The group travels many miles across space (or down the railway line), fighting Goblins, alternating current, and Edison's ex-wife, before arriving on "Mars" (Harrison, NJ), where they meet Edison himself. After a lengthy interlude in which the character of Edison has sex with Red Sonja, Emma Peel and Captain Janeway, Edison informs the Pygmy posse that they do not need to find the Khan of Mars - he was in their hearts all along. The Pygmy and his friends stab themselves in their hearts, thus ending the threat to New Jersey - umm, Earth - of the space-Mongols and saving the white people of Earth fron the threat of miscegenation.

Though Edison proclaimed that his book would "make all other works of fiction obsolete, not only in the English language, but in the rude dialects of Hungary and Cathay", the book was poorly received by critics and the reading public alike. However, it is currently being adapted into a high-budget film version by John Travolta.


At this point, Edison returned to an earlier invention, the motion picture camera. Realising, at long last, that all his predictions were crap, he began betting against his own ideas, and therefore decided that there was money to be made in films. He immediately set up the Edison Short Films on Boring Topics company.

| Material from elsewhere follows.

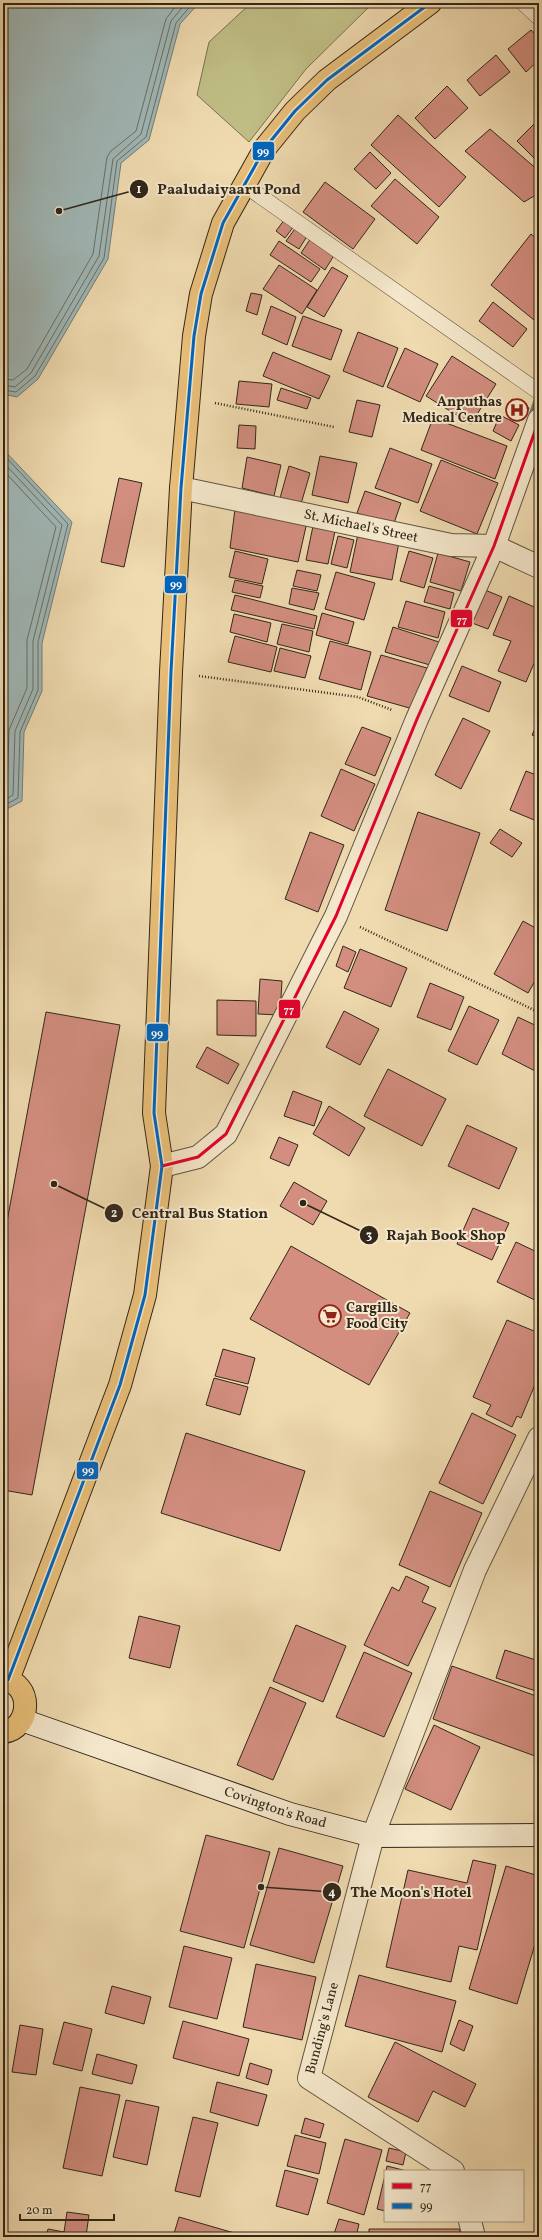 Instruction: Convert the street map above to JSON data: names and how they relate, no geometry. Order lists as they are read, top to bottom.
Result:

His first film, Man Painting a Fence was an instant hit, as was his second Teddy Roosevelt Waving at the Camera. His 1901 classic Man Riding Bicycle II: Bicycle More Vigorously was nominated for an Oscar, but was beaten by the French film, People Walking Near the Eiffel Tower.

Images from Edison's 1902 epic Seagulls Being Fed. In its opening week, it broke box office records to earn $5.85 on the opening weekend alone.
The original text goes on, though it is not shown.